Cependant, les résul­tats du zèle des deux frères avaient com­blé de joie le cœur du Pape saint Nicolas Ier. La nou­velle de l’inven­tion des reliques de saint Clément aug­men­ta encore sa satis­fac­tion. Il vou­lut voir les mis­sion­naires et hâter la trans­la­tion des reliques de ce Pontife martyr.

Constantin et Méthode furent donc man­dés à Rome. A leur arri­vée dans la capi­tale du monde chré­tien, Nicolas Ier était mort, mais il avait un suc­ces­seur digne de lui dans la per­sonne d’Adrien II (867).

Celui-​ci vint au-​devant des mis­sion­naires, sui­vi de tout le cler­gé et du peuple de Rome.

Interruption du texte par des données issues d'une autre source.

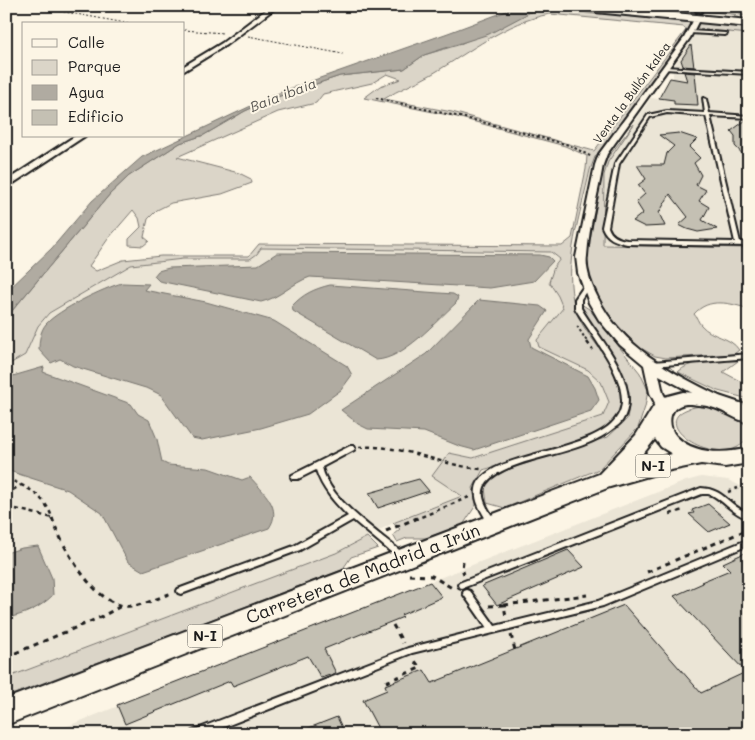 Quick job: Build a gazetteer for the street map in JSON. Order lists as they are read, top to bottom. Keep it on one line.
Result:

Il reçut de leurs mains les reliques de son saint pré­dé­ces­seur et les dépo­sa dans la basi­lique de Saint- Clément.

Au XIXe siècle, les fouilles pra­ti­quées dans les sub­struc­tions de l’église actuelle ont per­mis de retrou­ver la basi­lique pri­mi­tive, encore déco­rée des fresques exé­cu­tées en sou­ve­nir de cette trans­la­tion mémo­rable. L’une d’elles, et non la moins pré­cieuse, repro­duit les traits de Constantin et de Méthode. Les deux apôtres des Slaves sont repré­sentés en habits sacer­do­taux. Entre eux est pla­cé le Pape ; il porte le pal­lium sur la cha­suble ; ses mains sont éten­dues dans un geste pater­nel, comme s’il appe­lait à lui les mul­ti­tudes que ses envoyés conver­tis­saient à l’Evangile. Suivant l’expression d’un savant ita­lien, c’est le monu­ment le plus élo­quent de la dévo­tion des Romains pour les apôtres des Slaves, en même temps que de la subor­di­na­tion filiale de l’Eglise slave au Siège apostolique.

La question du rite slave. – Consécration épiscopale.

Constantin et Méthode furent les civi­li­sa­teurs des peuples slaves, non seule­ment en leur appor­tant la foi chré­tienne, mais en les dotant, comme nous l’avons vu, d’un alpha­bet, au moyen duquel ces peuples purent désor­mais écrire leur langue.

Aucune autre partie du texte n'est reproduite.